Alto y claro
José Antonio Carrizosa
¿Conspiración?
Han vuelto los mirlos. Mi casa es una fiesta. Por el ventanal del salón hemos visto al macho hacer su nido, tan perfecto, con tan pocas herramientas. Qué poco ha necesitado. Le ha bastado el ficus benjamina que crece a lo alto en el rincón más tranquilo del patio, unas ramitas, trozos de musgo, alguna hoja pequeña y seca. Antaño prefirió la espesura del jazmín. Ahora el nido se ofrece a nuestra vista, confiado, sobre el claro de unas pocas ramas. Brizna a brizna el mirlo lo ha construido, paciente y entregado, volando desde quién sabe qué lejanía con su plumaje negro brillante y su rotundo pico amarillo. Procuramos que Layton no ladre en el patio y riego las plantas con extremo cuidado para que el agua no salpique. No queremos que los mirlos se asusten y se piensen que en esta casa viven personas feroces dispuestas a hacerles daño. No queremos que se vayan. Los queremos nuestros, invitados de excepción, para que animen nuestros días con su canto y su parloteo, con su ir y venir y su trasiego. Nos dan ya felicidad, alegría y belleza. Nos darán ejemplo con ese colaborar abnegado del macho y de la hembra, con ese vigilar el nido atentos al cuidado de sus huevos y, luego, de sus polluelos. Vendrán los mirlos, pájaros al fin y al cabo, a darnos lecciones de cómo ser humanos a los humanos.
Ahora es lo primero que hago cuando me levanto: ir al ventanal y buscar a los mirlos en su nido. Y, a veces, me siento a contemplarlos. Suben hasta el pretil de la azotea y canturrean nerviosos con su shriiiii y su shock-schock. Levantan el vuelo ágiles y libres y, más tarde, vuelven a la que saben ya su casa. Impaciente, aguardo la nidada de huevos azules que redoblarán nuestra alegría.
Observando al mirlo negro con su pico amarillo y a la mirla de color pardo con sus hermosos afanes, el mundo avieso y aperreado de las personas se me antoja despreciable. Nada saben los mirlos que no sea de las corrientes del aire, la templada luz del sol y la belleza de los parques urbanos. No hay ambición más alta para ellos que vivir el día a día con el enorme desafío de perpetuar su especie. Ni ambicionan ni acumulan ni destruyen. Ni mienten ni traicionan ni incomodan. Me pido para mí un mundo de mirlos, pero, en su lugar, encuentro un mundo bien distinto: políticos de mala ralea que se insultan, una princesa enferma a la que acosan, defraudadores y corruptos, un violador que quiere comprar su libertad con dinero, un padre que asesina a sus hijas para hacer sufrir a su madre, ejércitos que disparan sobre civiles indefensos, hambre, injusticia y dolor…

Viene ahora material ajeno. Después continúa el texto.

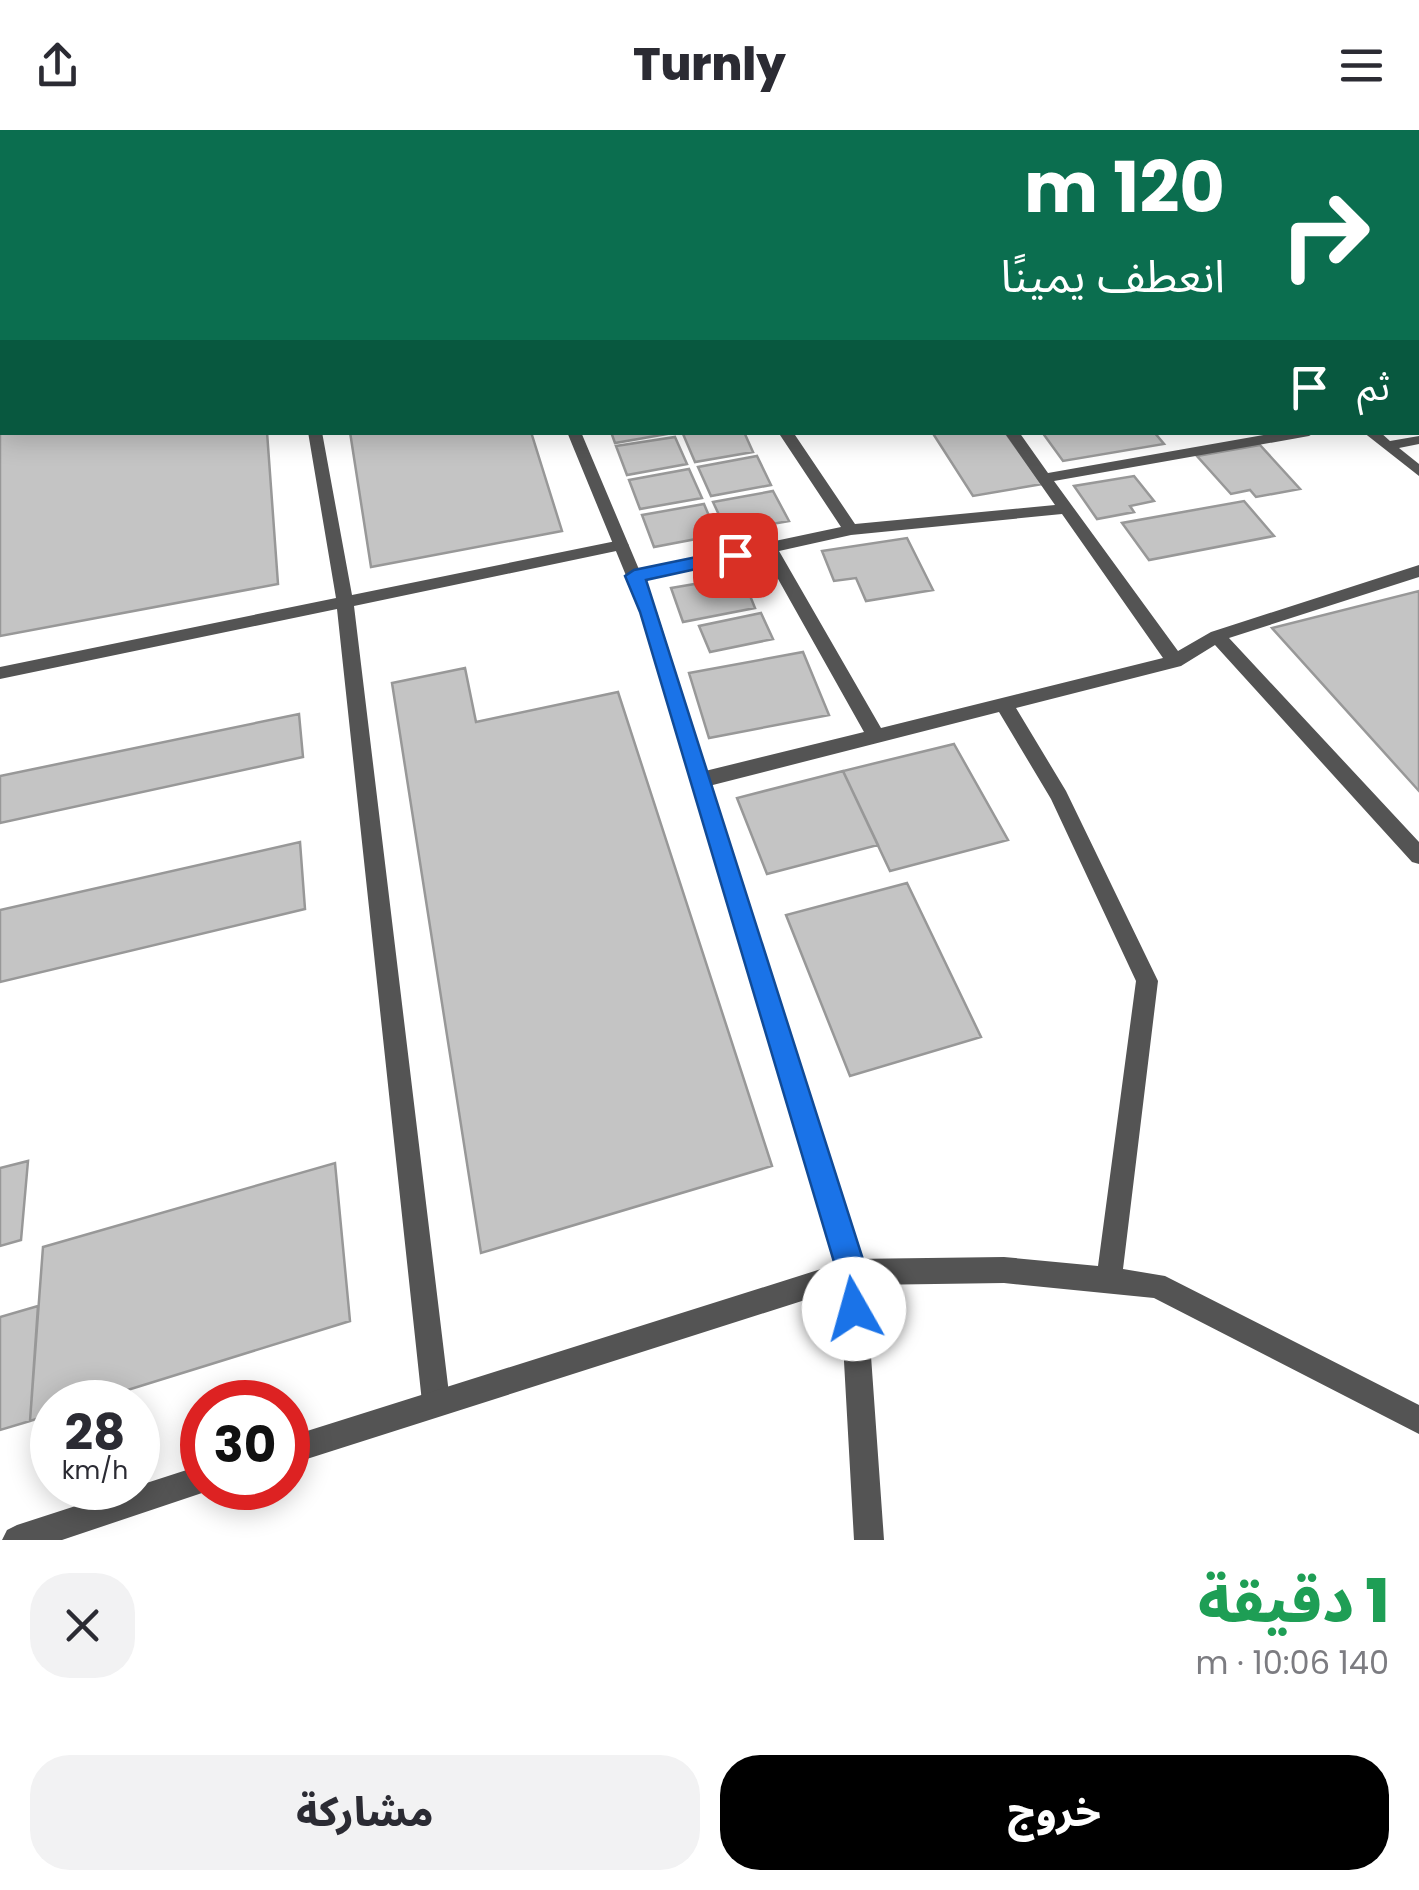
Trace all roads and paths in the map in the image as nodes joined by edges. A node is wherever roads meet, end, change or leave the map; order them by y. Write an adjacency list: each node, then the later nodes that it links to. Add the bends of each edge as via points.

Menos mal que han vuelto los mirlos y, mientras ellos cantan su canto melodioso, se me vienen a la cabeza –felicidad diminuta y discreta– unos cuantos versos de la canción de Nano Stern: “Aún creo en las miradas cristalinas y sinceras; creo en nuevas primaveras, nuevas lluvias y cascadas; creo en las cosas sagradas: el sol, la naturaleza; creo aún en la sorpresa simple de la honestidad y, entre tanta fealdad, aún creo en la belleza”.